[[ GIVEN DATA, beginning ]]

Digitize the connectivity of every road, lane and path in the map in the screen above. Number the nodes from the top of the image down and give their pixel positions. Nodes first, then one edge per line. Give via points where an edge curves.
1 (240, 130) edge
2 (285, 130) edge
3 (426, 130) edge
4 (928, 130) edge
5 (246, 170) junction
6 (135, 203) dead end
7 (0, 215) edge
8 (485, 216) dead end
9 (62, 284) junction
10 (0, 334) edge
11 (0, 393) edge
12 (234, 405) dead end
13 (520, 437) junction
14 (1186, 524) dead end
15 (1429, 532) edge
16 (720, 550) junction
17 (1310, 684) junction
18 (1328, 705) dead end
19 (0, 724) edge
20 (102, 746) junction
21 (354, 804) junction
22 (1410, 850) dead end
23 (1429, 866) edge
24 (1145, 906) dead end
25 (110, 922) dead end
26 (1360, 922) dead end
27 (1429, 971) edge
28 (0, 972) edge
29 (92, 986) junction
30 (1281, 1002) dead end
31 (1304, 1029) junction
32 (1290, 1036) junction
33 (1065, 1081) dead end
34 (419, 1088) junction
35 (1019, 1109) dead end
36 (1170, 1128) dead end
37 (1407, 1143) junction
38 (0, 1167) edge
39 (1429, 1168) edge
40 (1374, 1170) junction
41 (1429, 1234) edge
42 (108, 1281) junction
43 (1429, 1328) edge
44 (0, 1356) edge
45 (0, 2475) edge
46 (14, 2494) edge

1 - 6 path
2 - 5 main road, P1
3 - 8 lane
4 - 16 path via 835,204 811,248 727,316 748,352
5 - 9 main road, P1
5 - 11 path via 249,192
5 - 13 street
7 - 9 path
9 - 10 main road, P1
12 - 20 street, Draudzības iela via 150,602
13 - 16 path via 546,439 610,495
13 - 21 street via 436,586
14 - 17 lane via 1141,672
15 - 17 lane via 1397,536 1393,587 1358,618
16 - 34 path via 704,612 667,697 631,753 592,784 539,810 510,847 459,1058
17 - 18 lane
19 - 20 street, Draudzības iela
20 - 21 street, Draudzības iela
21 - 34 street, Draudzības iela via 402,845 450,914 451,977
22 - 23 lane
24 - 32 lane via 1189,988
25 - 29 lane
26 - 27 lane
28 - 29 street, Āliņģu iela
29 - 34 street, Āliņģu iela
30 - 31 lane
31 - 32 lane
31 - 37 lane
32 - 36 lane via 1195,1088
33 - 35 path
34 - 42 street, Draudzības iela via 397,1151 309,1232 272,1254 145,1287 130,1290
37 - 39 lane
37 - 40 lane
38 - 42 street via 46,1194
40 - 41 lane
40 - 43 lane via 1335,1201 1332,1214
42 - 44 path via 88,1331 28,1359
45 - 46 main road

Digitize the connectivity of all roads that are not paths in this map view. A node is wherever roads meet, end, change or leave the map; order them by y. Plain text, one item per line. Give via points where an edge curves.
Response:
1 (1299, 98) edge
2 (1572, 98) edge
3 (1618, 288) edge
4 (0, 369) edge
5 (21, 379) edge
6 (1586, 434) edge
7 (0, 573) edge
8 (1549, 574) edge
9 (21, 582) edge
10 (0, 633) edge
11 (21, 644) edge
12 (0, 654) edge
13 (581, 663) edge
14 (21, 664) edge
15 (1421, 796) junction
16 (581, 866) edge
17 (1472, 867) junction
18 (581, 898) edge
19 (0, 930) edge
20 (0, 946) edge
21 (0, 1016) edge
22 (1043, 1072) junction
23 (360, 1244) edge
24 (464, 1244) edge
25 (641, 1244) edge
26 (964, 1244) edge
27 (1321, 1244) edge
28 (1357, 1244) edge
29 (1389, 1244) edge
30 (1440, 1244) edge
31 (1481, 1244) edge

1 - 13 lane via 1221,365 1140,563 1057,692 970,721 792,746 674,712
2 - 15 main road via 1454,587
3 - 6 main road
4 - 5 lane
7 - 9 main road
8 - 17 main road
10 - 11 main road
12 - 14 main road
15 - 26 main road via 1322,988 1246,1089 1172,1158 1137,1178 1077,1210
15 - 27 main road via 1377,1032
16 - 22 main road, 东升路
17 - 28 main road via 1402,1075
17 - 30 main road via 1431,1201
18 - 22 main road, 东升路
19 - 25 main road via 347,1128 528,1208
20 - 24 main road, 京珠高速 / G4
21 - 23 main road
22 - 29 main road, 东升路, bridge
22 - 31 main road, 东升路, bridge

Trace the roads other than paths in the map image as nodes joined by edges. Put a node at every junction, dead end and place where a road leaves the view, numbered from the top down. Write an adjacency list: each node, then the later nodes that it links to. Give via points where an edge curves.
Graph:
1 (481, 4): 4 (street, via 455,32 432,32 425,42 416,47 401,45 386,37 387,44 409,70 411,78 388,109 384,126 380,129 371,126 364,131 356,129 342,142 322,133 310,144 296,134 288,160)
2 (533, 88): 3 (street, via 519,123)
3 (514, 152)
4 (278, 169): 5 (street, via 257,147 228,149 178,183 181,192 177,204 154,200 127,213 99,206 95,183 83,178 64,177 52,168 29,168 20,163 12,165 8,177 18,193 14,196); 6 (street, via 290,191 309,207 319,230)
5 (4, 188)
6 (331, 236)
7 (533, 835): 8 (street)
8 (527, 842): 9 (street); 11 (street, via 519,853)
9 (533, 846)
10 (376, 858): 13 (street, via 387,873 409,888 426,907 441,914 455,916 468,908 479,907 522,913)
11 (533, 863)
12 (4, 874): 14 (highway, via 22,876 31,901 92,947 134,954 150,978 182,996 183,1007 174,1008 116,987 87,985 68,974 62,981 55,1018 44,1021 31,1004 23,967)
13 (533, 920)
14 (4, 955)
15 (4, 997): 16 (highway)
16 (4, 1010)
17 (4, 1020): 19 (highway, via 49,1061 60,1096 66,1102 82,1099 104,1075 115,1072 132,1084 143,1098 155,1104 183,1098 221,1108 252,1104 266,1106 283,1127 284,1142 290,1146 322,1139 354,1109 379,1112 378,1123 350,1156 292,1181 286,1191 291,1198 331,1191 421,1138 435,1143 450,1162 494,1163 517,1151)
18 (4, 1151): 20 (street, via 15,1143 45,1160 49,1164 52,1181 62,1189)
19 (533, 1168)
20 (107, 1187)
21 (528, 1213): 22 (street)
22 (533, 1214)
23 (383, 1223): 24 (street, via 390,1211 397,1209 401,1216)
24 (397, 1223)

[[ GIVEN DATA, end ]]

ABOUT THIS TASK ▸ A complete and exact transcription of the material is required.

TASK OUTPUT ▸
Digitize the connectivity of every road, lane and path in the map in the screen above. Number the nodes from the top of the image down and give their pixel positions. Nodes first, then one edge per line. Give via points where an edge curves.
1 (240, 130) edge
2 (285, 130) edge
3 (426, 130) edge
4 (928, 130) edge
5 (246, 170) junction
6 (135, 203) dead end
7 (0, 215) edge
8 (485, 216) dead end
9 (62, 284) junction
10 (0, 334) edge
11 (0, 393) edge
12 (234, 405) dead end
13 (520, 437) junction
14 (1186, 524) dead end
15 (1429, 532) edge
16 (720, 550) junction
17 (1310, 684) junction
18 (1328, 705) dead end
19 (0, 724) edge
20 (102, 746) junction
21 (354, 804) junction
22 (1410, 850) dead end
23 (1429, 866) edge
24 (1145, 906) dead end
25 (110, 922) dead end
26 (1360, 922) dead end
27 (1429, 971) edge
28 (0, 972) edge
29 (92, 986) junction
30 (1281, 1002) dead end
31 (1304, 1029) junction
32 (1290, 1036) junction
33 (1065, 1081) dead end
34 (419, 1088) junction
35 (1019, 1109) dead end
36 (1170, 1128) dead end
37 (1407, 1143) junction
38 (0, 1167) edge
39 (1429, 1168) edge
40 (1374, 1170) junction
41 (1429, 1234) edge
42 (108, 1281) junction
43 (1429, 1328) edge
44 (0, 1356) edge
45 (0, 2475) edge
46 (14, 2494) edge

1 - 6 path
2 - 5 main road, P1
3 - 8 lane
4 - 16 path via 835,204 811,248 727,316 748,352
5 - 9 main road, P1
5 - 11 path via 249,192
5 - 13 street
7 - 9 path
9 - 10 main road, P1
12 - 20 street, Draudzības iela via 150,602
13 - 16 path via 546,439 610,495
13 - 21 street via 436,586
14 - 17 lane via 1141,672
15 - 17 lane via 1397,536 1393,587 1358,618
16 - 34 path via 704,612 667,697 631,753 592,784 539,810 510,847 459,1058
17 - 18 lane
19 - 20 street, Draudzības iela
20 - 21 street, Draudzības iela
21 - 34 street, Draudzības iela via 402,845 450,914 451,977
22 - 23 lane
24 - 32 lane via 1189,988
25 - 29 lane
26 - 27 lane
28 - 29 street, Āliņģu iela
29 - 34 street, Āliņģu iela
30 - 31 lane
31 - 32 lane
31 - 37 lane
32 - 36 lane via 1195,1088
33 - 35 path
34 - 42 street, Draudzības iela via 397,1151 309,1232 272,1254 145,1287 130,1290
37 - 39 lane
37 - 40 lane
38 - 42 street via 46,1194
40 - 41 lane
40 - 43 lane via 1335,1201 1332,1214
42 - 44 path via 88,1331 28,1359
45 - 46 main road

Digitize the connectivity of all roads that are not paths in this map view. A node is wherever roads meet, end, change or leave the map; order them by y. Plain text, one item per line. Give via points where an edge curves.
Response:
1 (1299, 98) edge
2 (1572, 98) edge
3 (1618, 288) edge
4 (0, 369) edge
5 (21, 379) edge
6 (1586, 434) edge
7 (0, 573) edge
8 (1549, 574) edge
9 (21, 582) edge
10 (0, 633) edge
11 (21, 644) edge
12 (0, 654) edge
13 (581, 663) edge
14 (21, 664) edge
15 (1421, 796) junction
16 (581, 866) edge
17 (1472, 867) junction
18 (581, 898) edge
19 (0, 930) edge
20 (0, 946) edge
21 (0, 1016) edge
22 (1043, 1072) junction
23 (360, 1244) edge
24 (464, 1244) edge
25 (641, 1244) edge
26 (964, 1244) edge
27 (1321, 1244) edge
28 (1357, 1244) edge
29 (1389, 1244) edge
30 (1440, 1244) edge
31 (1481, 1244) edge

1 - 13 lane via 1221,365 1140,563 1057,692 970,721 792,746 674,712
2 - 15 main road via 1454,587
3 - 6 main road
4 - 5 lane
7 - 9 main road
8 - 17 main road
10 - 11 main road
12 - 14 main road
15 - 26 main road via 1322,988 1246,1089 1172,1158 1137,1178 1077,1210
15 - 27 main road via 1377,1032
16 - 22 main road, 东升路
17 - 28 main road via 1402,1075
17 - 30 main road via 1431,1201
18 - 22 main road, 东升路
19 - 25 main road via 347,1128 528,1208
20 - 24 main road, 京珠高速 / G4
21 - 23 main road
22 - 29 main road, 东升路, bridge
22 - 31 main road, 东升路, bridge

Trace the roads other than paths in the map image as nodes joined by edges. Put a node at every junction, dead end and place where a road leaves the view, numbered from the top down. Write an adjacency list: each node, then the later nodes that it links to. Give via points where an edge curves.
Graph:
1 (481, 4): 4 (street, via 455,32 432,32 425,42 416,47 401,45 386,37 387,44 409,70 411,78 388,109 384,126 380,129 371,126 364,131 356,129 342,142 322,133 310,144 296,134 288,160)
2 (533, 88): 3 (street, via 519,123)
3 (514, 152)
4 (278, 169): 5 (street, via 257,147 228,149 178,183 181,192 177,204 154,200 127,213 99,206 95,183 83,178 64,177 52,168 29,168 20,163 12,165 8,177 18,193 14,196); 6 (street, via 290,191 309,207 319,230)
5 (4, 188)
6 (331, 236)
7 (533, 835): 8 (street)
8 (527, 842): 9 (street); 11 (street, via 519,853)
9 (533, 846)
10 (376, 858): 13 (street, via 387,873 409,888 426,907 441,914 455,916 468,908 479,907 522,913)
11 (533, 863)
12 (4, 874): 14 (highway, via 22,876 31,901 92,947 134,954 150,978 182,996 183,1007 174,1008 116,987 87,985 68,974 62,981 55,1018 44,1021 31,1004 23,967)
13 (533, 920)
14 (4, 955)
15 (4, 997): 16 (highway)
16 (4, 1010)
17 (4, 1020): 19 (highway, via 49,1061 60,1096 66,1102 82,1099 104,1075 115,1072 132,1084 143,1098 155,1104 183,1098 221,1108 252,1104 266,1106 283,1127 284,1142 290,1146 322,1139 354,1109 379,1112 378,1123 350,1156 292,1181 286,1191 291,1198 331,1191 421,1138 435,1143 450,1162 494,1163 517,1151)
18 (4, 1151): 20 (street, via 15,1143 45,1160 49,1164 52,1181 62,1189)
19 (533, 1168)
20 (107, 1187)
21 (528, 1213): 22 (street)
22 (533, 1214)
23 (383, 1223): 24 (street, via 390,1211 397,1209 401,1216)
24 (397, 1223)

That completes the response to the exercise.